Every HCSC server has a reception queue for standard asynchronous reception (MDB (WS-R)/MDB (DB queue)). Therefore, you cannot send messages that are retained in the reception queue for standard asynchronous reception (MDB (WS-R)/MDB (DB queue)), when there is a failure in load-balancing cluster configuration.

(a) Disconnecting HCSC server with a failure

When there is a failure in an HCSC server that configures load-balancing cluster, disconnect the HCSC server in which the failure has occurred from the load-balancing cluster. After disconnecting, eliminate the failure in HCSC server so that service component execution requests can be received. Recover by operating the HCSC server from which you eliminated failure, in load-balancing cluster.

(b) Restoring HCSC server with a failure

The following points describe the steps to disconnect and restore HCSC server in which a failure has occurred:

  1. Set the load-balancer such that when a failure occurs, service component execution requests are not sent to the HCSC server in which the failure has occurred.

    Control the service component execution requests by setting the load-balancer. The setting method is different as per the specifications of each load-balancer.

  2. If you are using CTM, lock queue.

    For details about how to lock queue, see "3.7.4 Locking and controlling requests for a schedule queue" in "Application Server Expansion Guide".

  3. Eliminate the fault from the HCSC server, in which the failure has occurred so that service component execution requests can be received.

  4. If you are using CTM, release the lock for queue.

    For details about how to release the queue lock, see "5.4.2 Methods of locking a service and stopping a J2EE application that can be executed for each system" in "Application Server Operation, Monitoring, and Linkage Guide".

  5. Set the load-balancer to send service component execution requests to the HCSC server from which the fault was eliminated.

    The setting method is different as per the specifications of every load-balancer.

(2) Failure and recovery in HA cluster configuration

When a failure occurs in the executing node, the process is switched to standby node by the cluster software.

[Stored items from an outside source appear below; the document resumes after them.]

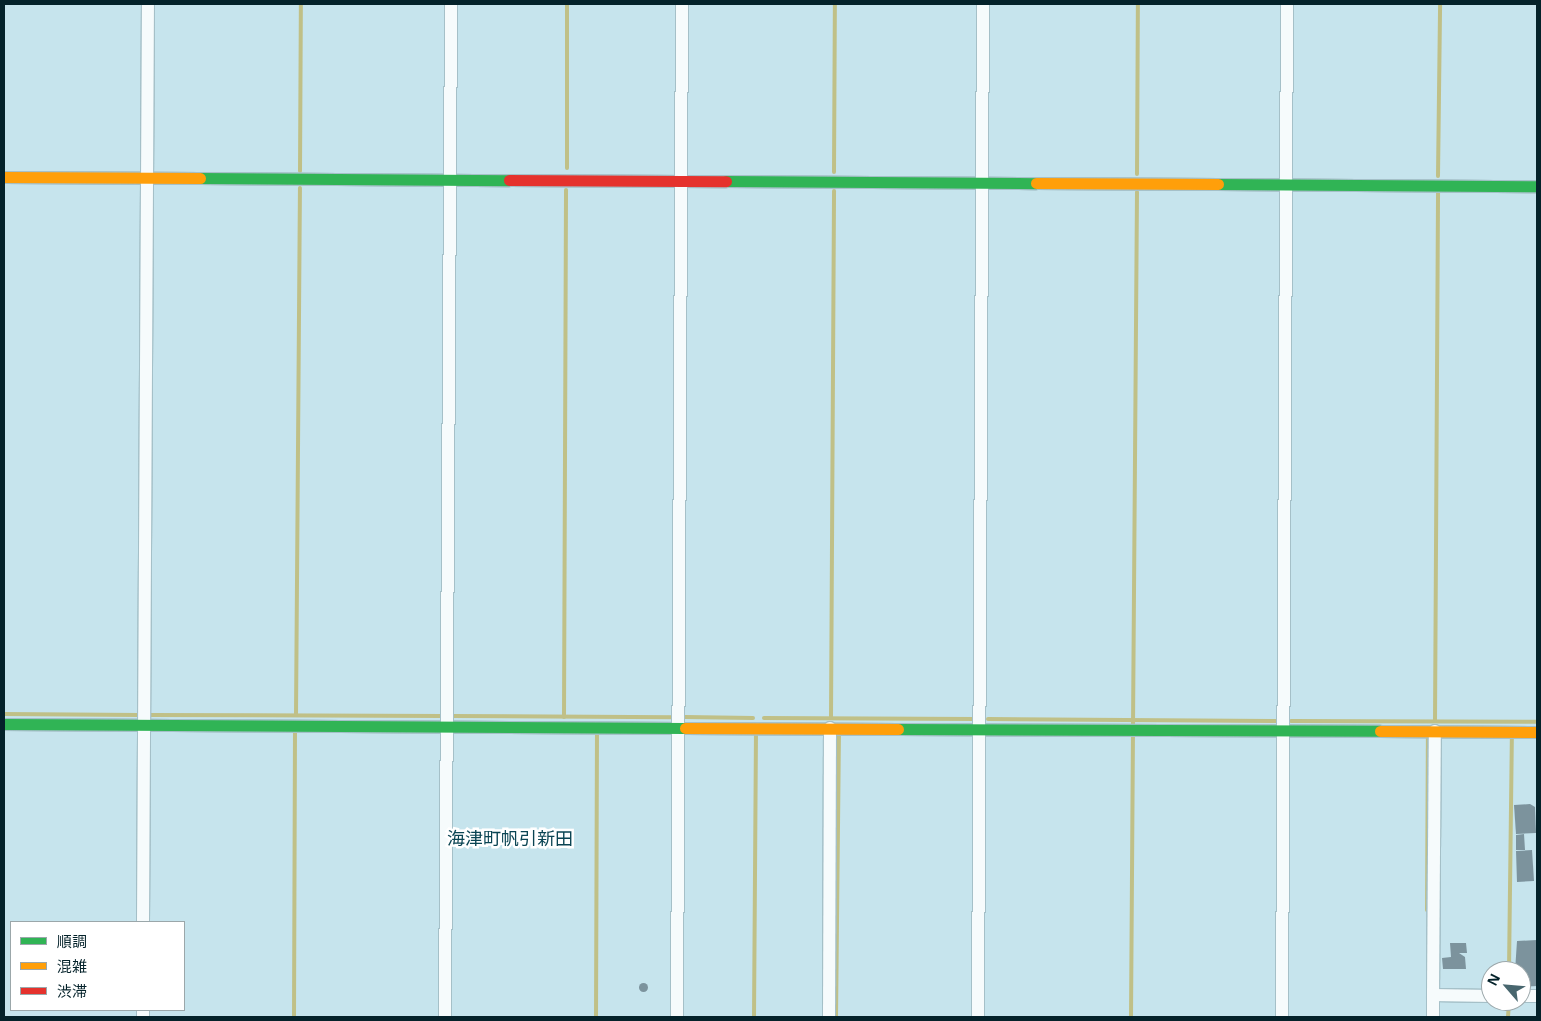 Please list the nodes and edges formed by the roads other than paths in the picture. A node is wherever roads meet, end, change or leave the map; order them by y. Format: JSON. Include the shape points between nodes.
{"nodes":[{"id":1,"x":148,"y":4,"type":"edge"},
{"id":2,"x":451,"y":4,"type":"edge"},
{"id":3,"x":682,"y":4,"type":"edge"},
{"id":4,"x":983,"y":4,"type":"edge"},
{"id":5,"x":1287,"y":4,"type":"edge"},
{"id":6,"x":4,"y":177,"type":"edge"},
{"id":7,"x":146,"y":178,"type":"junction"},
{"id":8,"x":449,"y":181,"type":"junction"},
{"id":9,"x":681,"y":182,"type":"junction"},
{"id":10,"x":983,"y":183,"type":"junction"},
{"id":11,"x":1286,"y":185,"type":"junction"},
{"id":12,"x":1537,"y":186,"type":"edge"},
{"id":13,"x":4,"y":724,"type":"edge"},
{"id":14,"x":144,"y":724,"type":"junction"},
{"id":15,"x":446,"y":725,"type":"junction"},
{"id":16,"x":679,"y":727,"type":"junction"},
{"id":17,"x":830,"y":728,"type":"junction"},
{"id":18,"x":981,"y":728,"type":"junction"},
{"id":19,"x":1284,"y":729,"type":"junction"},
{"id":20,"x":1435,"y":731,"type":"junction"},
{"id":21,"x":1537,"y":732,"type":"edge"},
{"id":22,"x":143,"y":921,"type":"edge"},
{"id":23,"x":1434,"y":995,"type":"junction"},
{"id":24,"x":1481,"y":996,"type":"edge"},
{"id":25,"x":445,"y":1017,"type":"edge"},
{"id":26,"x":677,"y":1017,"type":"edge"},
{"id":27,"x":829,"y":1017,"type":"edge"},
{"id":28,"x":978,"y":1017,"type":"edge"},
{"id":29,"x":1282,"y":1017,"type":"edge"},
{"id":30,"x":1433,"y":1017,"type":"edge"}],
"edges":[{"from":1,"to":7,"type":"street"},
{"from":2,"to":8,"type":"street"},
{"from":3,"to":9,"type":"street"},
{"from":4,"to":10,"type":"street"},
{"from":5,"to":11,"type":"street"},
{"from":6,"to":7,"type":"street"},
{"from":7,"to":8,"type":"street"},
{"from":7,"to":14,"type":"street"},
{"from":8,"to":9,"type":"street"},
{"from":8,"to":15,"type":"street"},
{"from":9,"to":10,"type":"street"},
{"from":9,"to":16,"type":"street"},
{"from":10,"to":11,"type":"street"},
{"from":10,"to":18,"type":"street"},
{"from":11,"to":12,"type":"street"},
{"from":11,"to":19,"type":"street"},
{"from":13,"to":14,"type":"street"},
{"from":14,"to":15,"type":"street"},
{"from":14,"to":22,"type":"street"},
{"from":15,"to":16,"type":"street"},
{"from":15,"to":25,"type":"street"},
{"from":16,"to":17,"type":"street"},
{"from":16,"to":26,"type":"street"},
{"from":17,"to":18,"type":"street"},
{"from":17,"to":27,"type":"street"},
{"from":18,"to":19,"type":"street"},
{"from":18,"to":28,"type":"street"},
{"from":19,"to":20,"type":"street"},
{"from":19,"to":29,"type":"street"},
{"from":20,"to":21,"type":"street"},
{"from":20,"to":23,"type":"street"},
{"from":23,"to":24,"type":"street"},
{"from":23,"to":30,"type":"street"}]}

After switching to standby node, eliminate the fault in executing node and, resume the operations in executing node.

Important note

When there is a failure in executing node and operations are switched to standby node, you must eliminate the fault in executing node and return to the operations in executing node. You can neither use the standby node as an executing node and nor can you use the node with failure as a standby node by eliminating the fault.

(a) Disconnecting node

The following figure shows the operation when process is switched to standby node by cluster software, in case of a failure in executing node:

Figure 7‒137:  Switching to standby node when a failure occurs (HA cluster)

[Figure]

(b) Recovering executing node

When a failure occurs in executing node and operation are switched to standby node, you must eliminate the fault in executing node and, return to the operation in executing node.

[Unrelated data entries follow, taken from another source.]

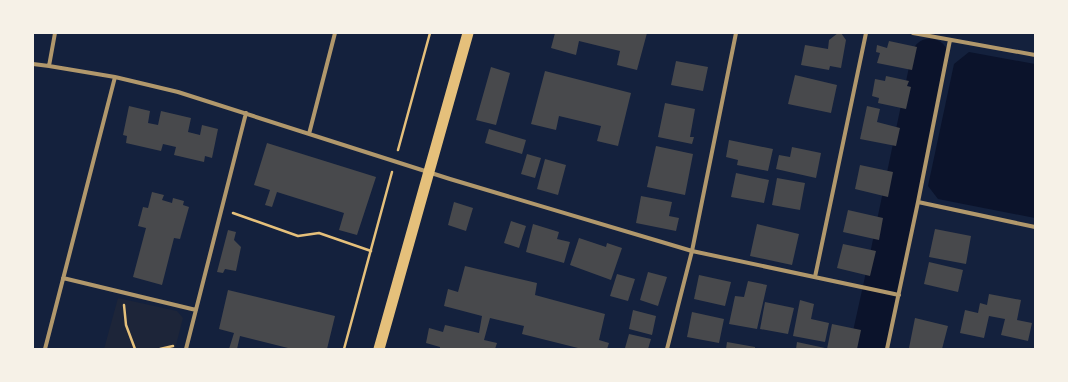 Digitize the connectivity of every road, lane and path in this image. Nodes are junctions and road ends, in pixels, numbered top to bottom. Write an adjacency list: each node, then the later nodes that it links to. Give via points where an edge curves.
1 (55, 33): 11 (street)
2 (335, 33): 14 (street)
3 (430, 33): 15 (path)
4 (468, 33): 16 (highway)
5 (736, 33): 21 (street)
6 (866, 33): 22 (street)
7 (913, 33): 8 (street)
8 (950, 40): 9 (street); 17 (street)
9 (1035, 55)
10 (33, 64): 11 (street)
11 (49, 66): 12 (street)
12 (114, 77): 13 (street, via 178,92); 23 (street)
13 (246, 113): 14 (street); 18 (street)
14 (309, 134): 15 (street)
15 (395, 161): 16 (street); 20 (path)
16 (428, 172): 21 (street); 31 (highway)
17 (918, 202): 19 (street); 25 (street)
18 (222, 209): 20 (path, via 298,236 319,233); 26 (street)
19 (1035, 227)
20 (371, 251): 30 (path)
21 (692, 251): 22 (street); 32 (street)
22 (815, 277): 25 (street)
23 (63, 278): 24 (street); 27 (street)
24 (120, 292): 26 (street); 28 (path, via 126,325)
25 (899, 295): 33 (street)
26 (196, 310): 29 (street)
27 (45, 349)
28 (135, 349)
29 (186, 349)
30 (344, 349)
31 (379, 349)
32 (666, 349)
33 (888, 349) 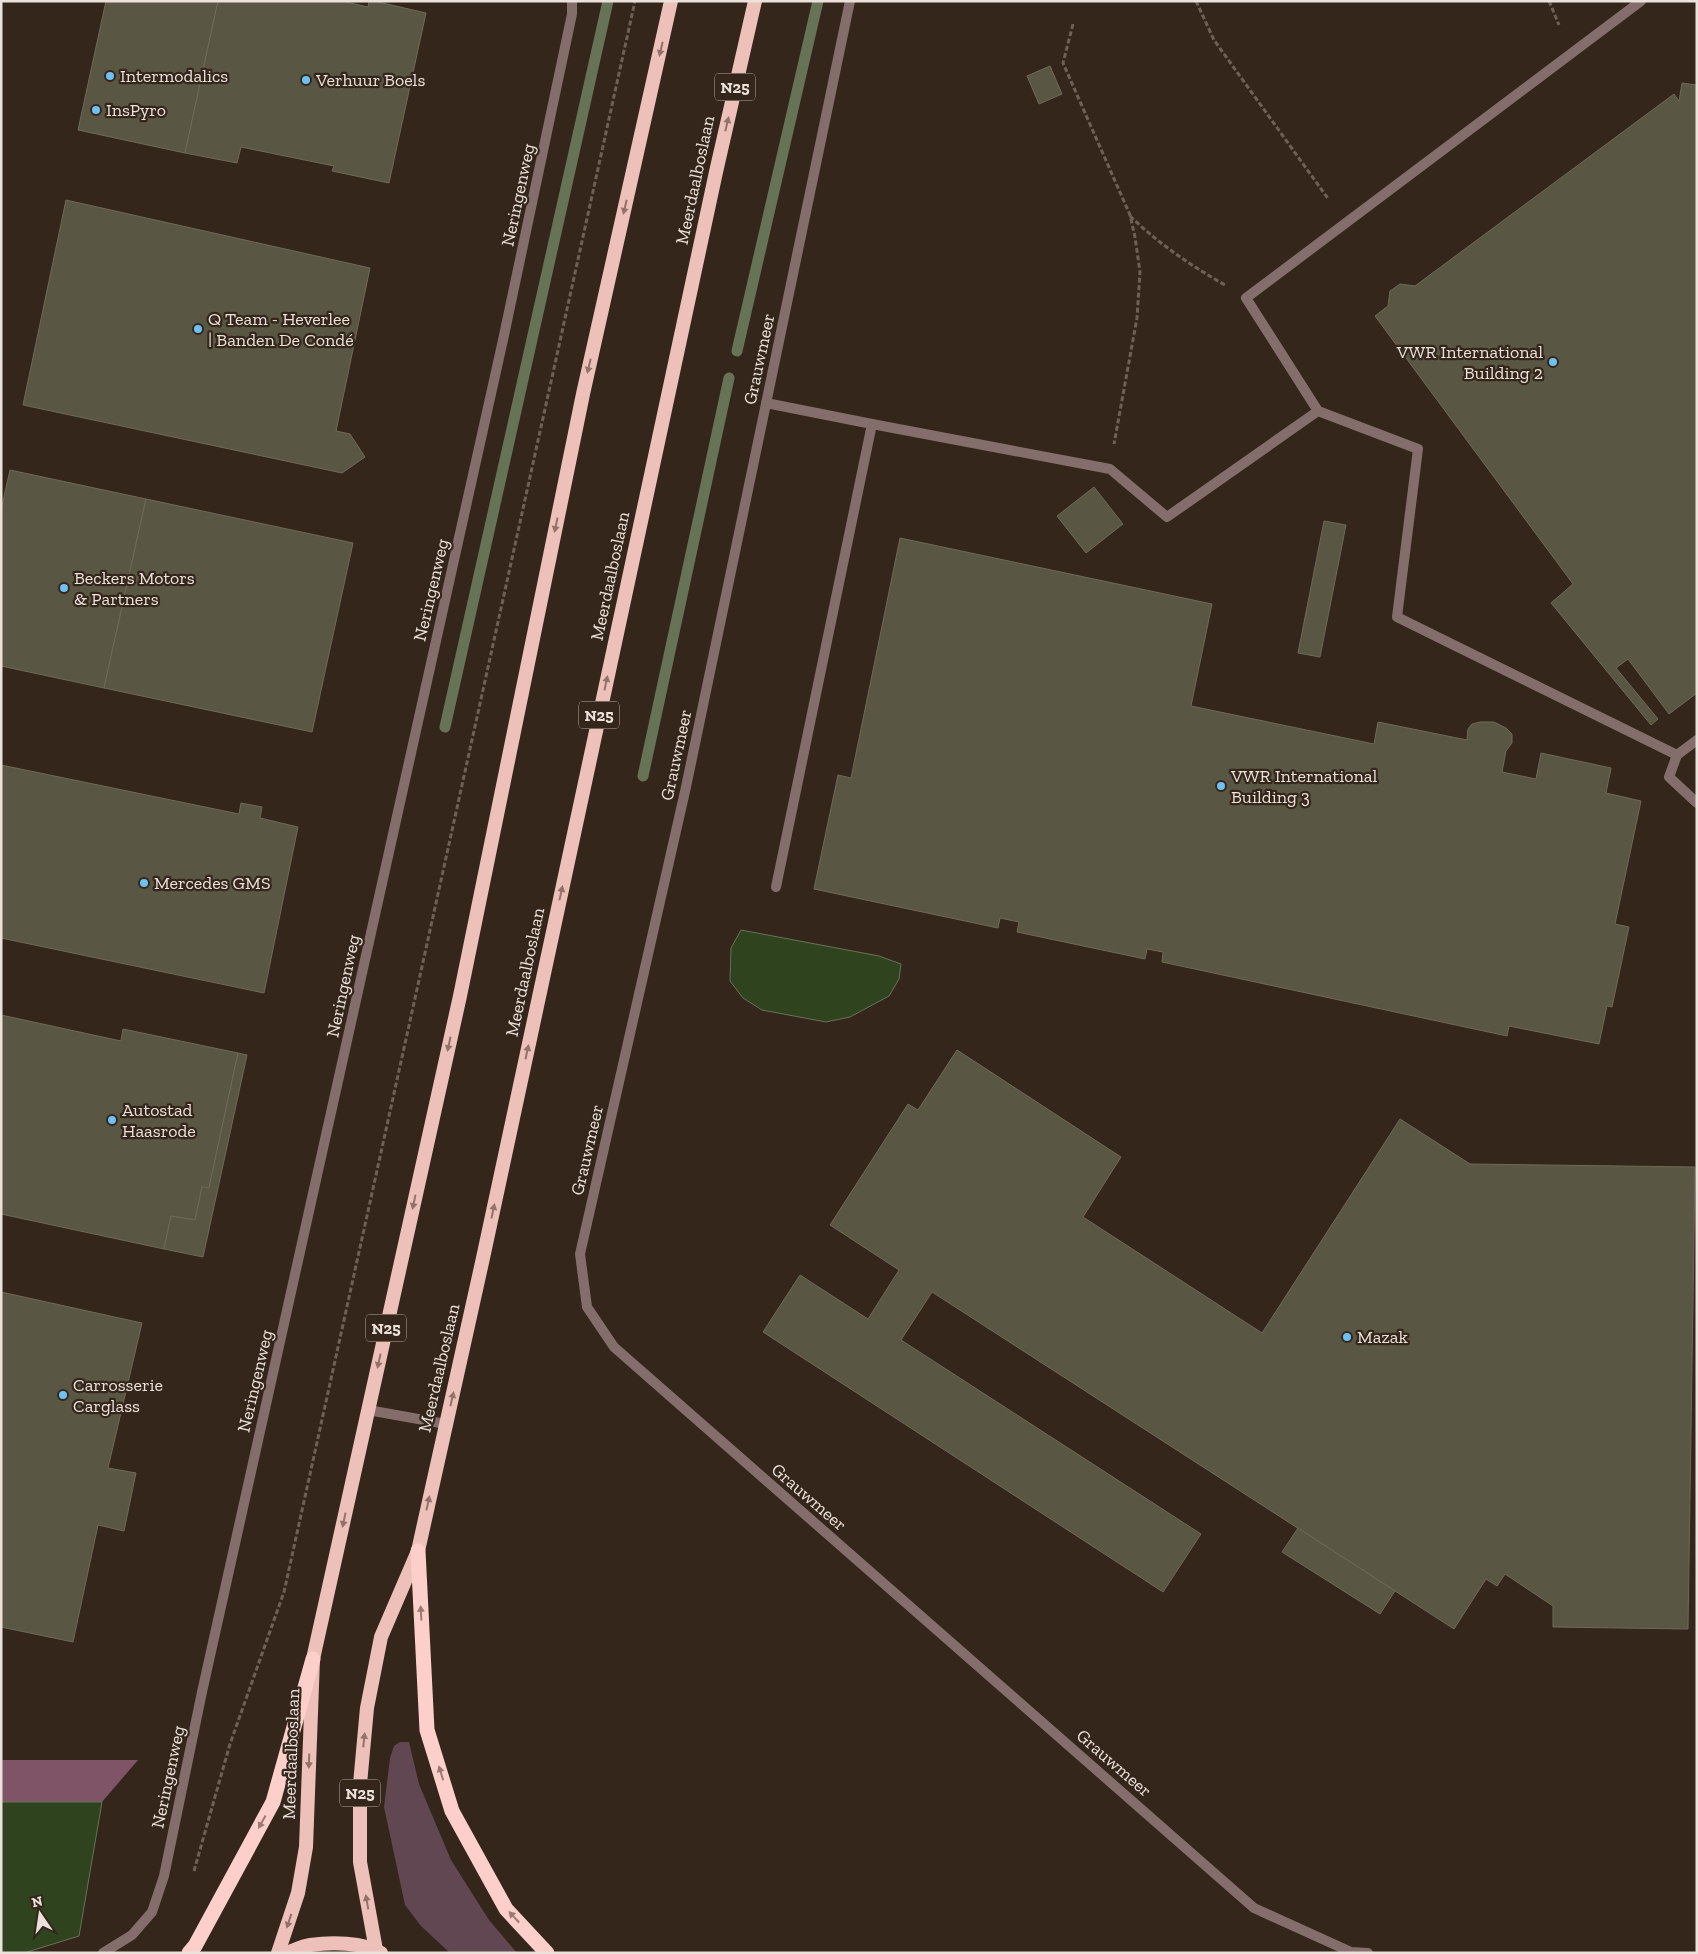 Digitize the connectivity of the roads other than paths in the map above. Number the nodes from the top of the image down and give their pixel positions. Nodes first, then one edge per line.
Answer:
1 (572, 1) edge
2 (671, 1) edge
3 (755, 1) edge
4 (850, 1) edge
5 (1641, 1) edge
6 (766, 403) junction
7 (1318, 411) junction
8 (872, 424) junction
9 (1697, 740) edge
10 (1677, 755) junction
11 (1697, 802) edge
12 (776, 887) dead end
13 (368, 1410) junction
14 (446, 1424) junction
15 (418, 1551) junction
16 (313, 1660) junction
17 (379, 1951) edge
18 (103, 1953) edge
19 (188, 1953) edge
20 (278, 1953) edge
21 (287, 1953) edge
22 (547, 1953) edge
23 (1368, 1953) edge

1 - 18 street, Neringenweg
2 -> 13 highway, Meerdaalboslaan / N25
14 -> 3 highway, Meerdaalboslaan / N25
4 - 6 street, Grauwmeer
5 - 7 street
6 - 8 street
6 - 23 street, Grauwmeer
7 - 8 street
7 - 10 street
8 - 12 street
9 - 10 street
10 - 11 street
13 - 14 street
13 -> 16 highway, Meerdaalboslaan / N25
15 -> 14 highway, Meerdaalboslaan / N25
17 -> 15 highway, Meerdaalboslaan / N25
22 -> 15 highway
16 -> 19 highway
16 -> 20 highway, Meerdaalboslaan / N25
17 - 21 highway, Meerdaalboslaan / N25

The following points describe the steps to eliminate the fault in executing node and, return operation to executing node:

  1. Disconnect the executing node and standby node from the network for service requester so that execution requests from service requester are not received.

  2. Stop the standby node reception (Standard reception and user-defined reception).

    For details about how to stop standard reception, see "5.3.33 Terminating the Standard Reception".

    For details about how to stop user-defined reception, see "5.3.34 Stopping the user -defined reception".

  3. Stop the standby node HCSC server.

    For details about how to stop HCSC server, see "5.3.38 Terminating the HCSC Server".

  4. Restore the fault in the HCSC server of executing node.

    For details about how to collect failure information and how to recover from the failure, see "7. Troubleshooting".

  5. Start the executing node HCSC server.

    For details about how to start HCSC server, see "5.3.4 Starting HCSC server".

  6. Start the executing node reception (standard reception and user-defined reception).

    For details about how to start standard reception, see "5.3.9 Starting standard receptions".

    For details about how to start user-defined reception, "5.3.8 Starting user-defined receptions".

  7. Restore operation by connecting the executing node and standby node to the network for service requester so that execution requests from service requester can be received in executing node.